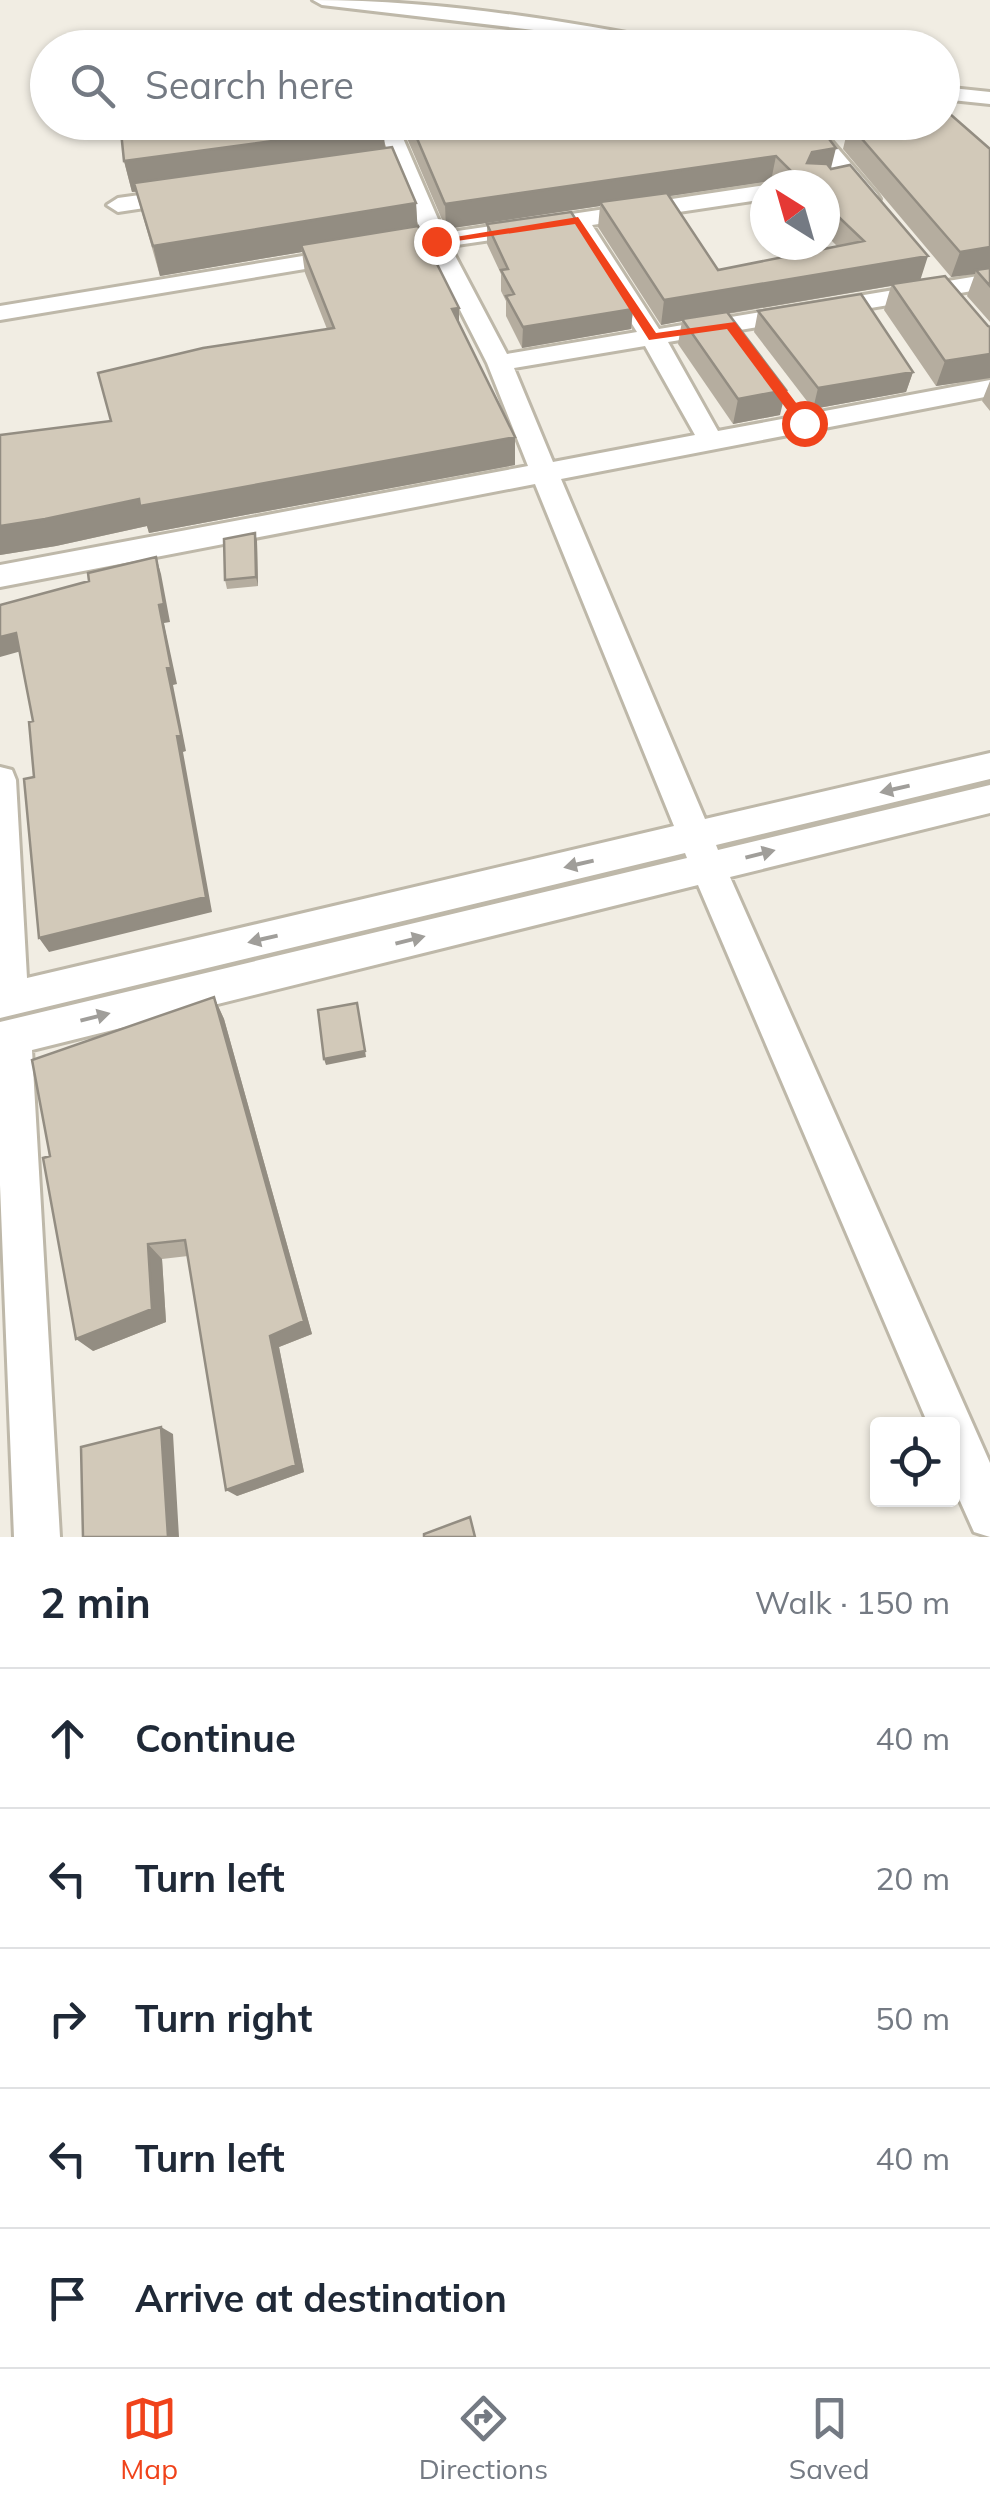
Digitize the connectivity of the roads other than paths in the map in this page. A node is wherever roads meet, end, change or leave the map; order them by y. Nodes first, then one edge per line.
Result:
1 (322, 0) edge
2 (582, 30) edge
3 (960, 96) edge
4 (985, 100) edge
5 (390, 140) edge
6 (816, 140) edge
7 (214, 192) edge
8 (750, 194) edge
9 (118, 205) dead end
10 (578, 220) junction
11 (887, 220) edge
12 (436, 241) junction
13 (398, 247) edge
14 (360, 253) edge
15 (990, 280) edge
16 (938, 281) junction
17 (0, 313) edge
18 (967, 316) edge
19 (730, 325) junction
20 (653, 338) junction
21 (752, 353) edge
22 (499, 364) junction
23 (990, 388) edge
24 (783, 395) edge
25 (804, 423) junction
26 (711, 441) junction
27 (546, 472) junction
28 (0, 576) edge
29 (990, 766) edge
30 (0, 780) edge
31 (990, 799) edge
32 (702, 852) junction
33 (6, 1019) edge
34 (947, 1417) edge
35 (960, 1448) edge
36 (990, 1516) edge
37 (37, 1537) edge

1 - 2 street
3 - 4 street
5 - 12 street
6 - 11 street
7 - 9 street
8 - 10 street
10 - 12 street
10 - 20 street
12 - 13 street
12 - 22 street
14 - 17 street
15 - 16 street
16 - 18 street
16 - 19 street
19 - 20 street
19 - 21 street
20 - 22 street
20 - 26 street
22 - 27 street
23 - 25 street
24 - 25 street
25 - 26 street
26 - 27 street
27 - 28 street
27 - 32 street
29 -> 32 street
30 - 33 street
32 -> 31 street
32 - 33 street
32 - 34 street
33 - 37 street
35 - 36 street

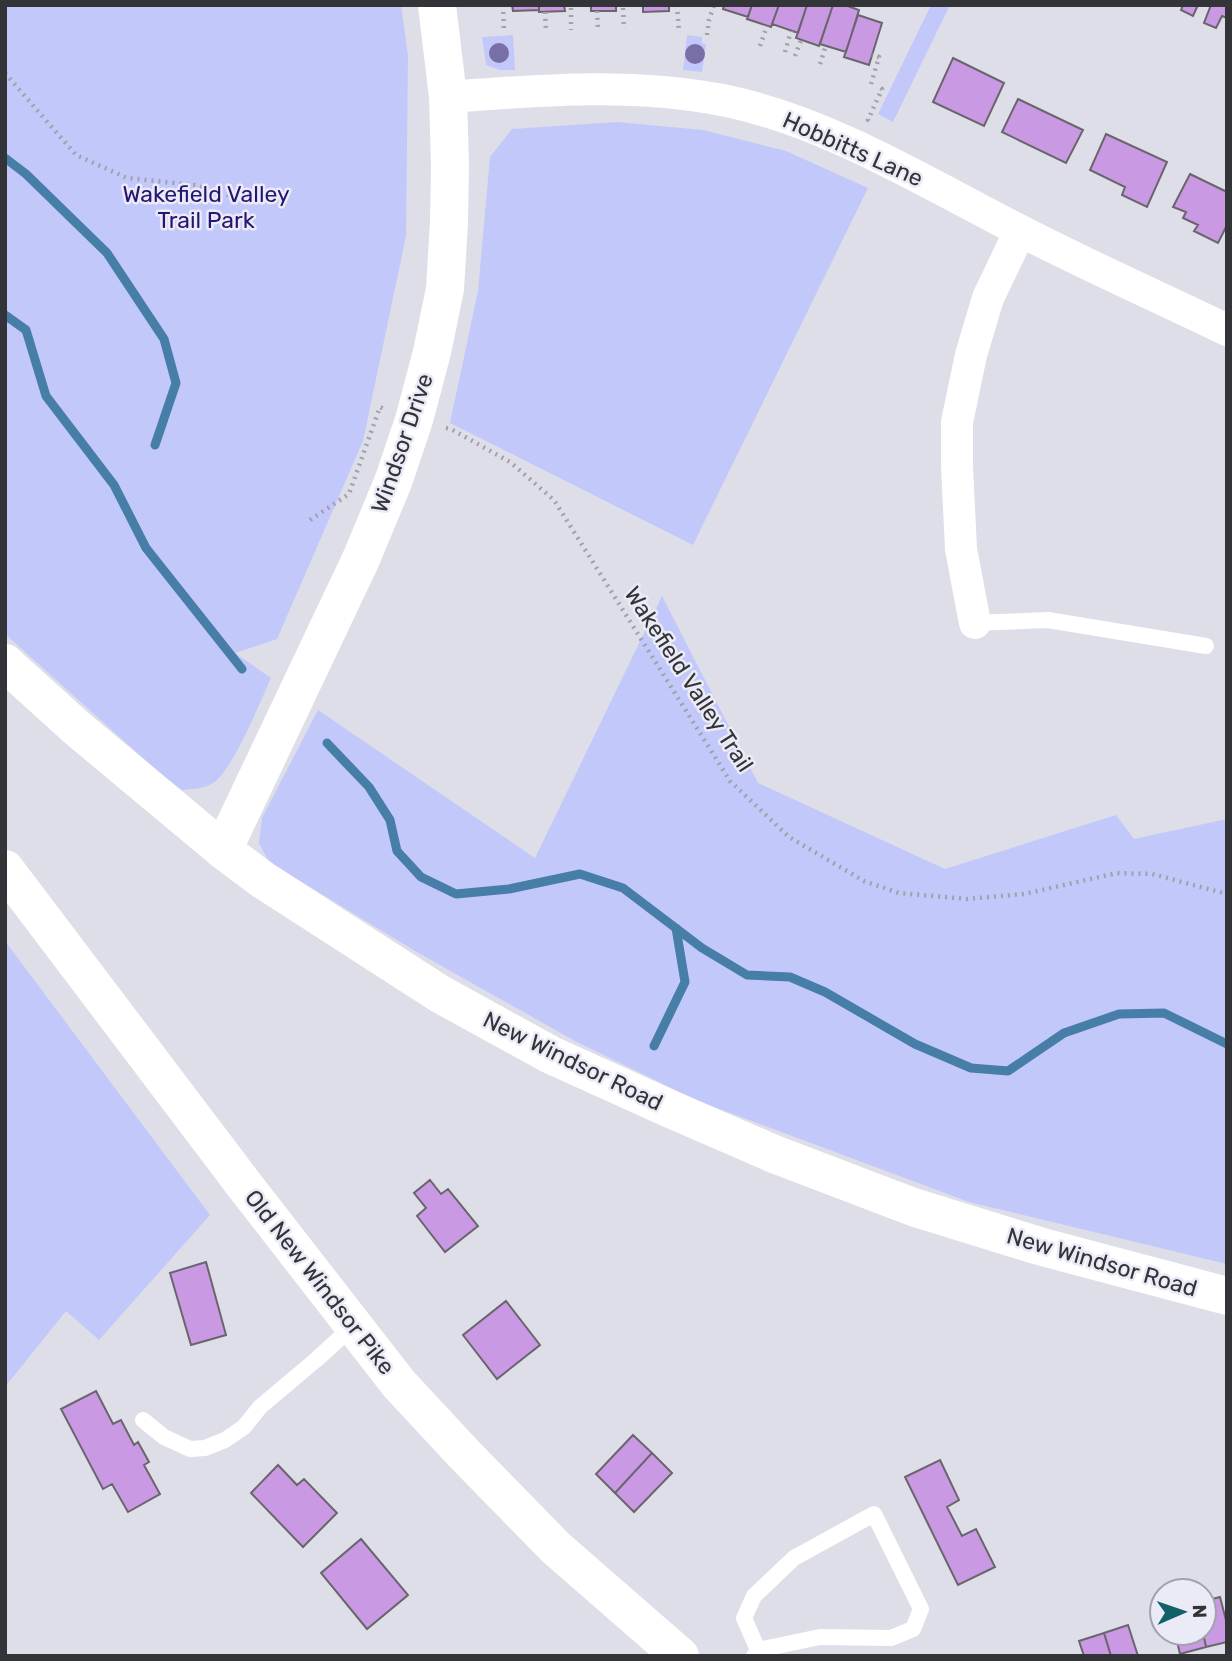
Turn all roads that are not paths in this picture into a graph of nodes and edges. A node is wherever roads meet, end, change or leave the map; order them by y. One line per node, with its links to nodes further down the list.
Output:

____

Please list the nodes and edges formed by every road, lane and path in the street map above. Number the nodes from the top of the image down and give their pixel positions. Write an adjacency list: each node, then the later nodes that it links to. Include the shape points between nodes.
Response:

____

PROBLEM DESCRIPTION
Copy out each line of the listing that holds the string "this".

ANSWER SECTION
Digitize the connectivity of the roads other than paths in the map in this page. A node is wherever roads meet, end, change or leave the map; order them by y. Nodes first, then one edge per line.
Turn all roads that are not paths in this picture into a graph of nodes and edges. A node is wherever roads meet, end, change or leave the map; order them by y. One line per node, with its links to nodes further down the list.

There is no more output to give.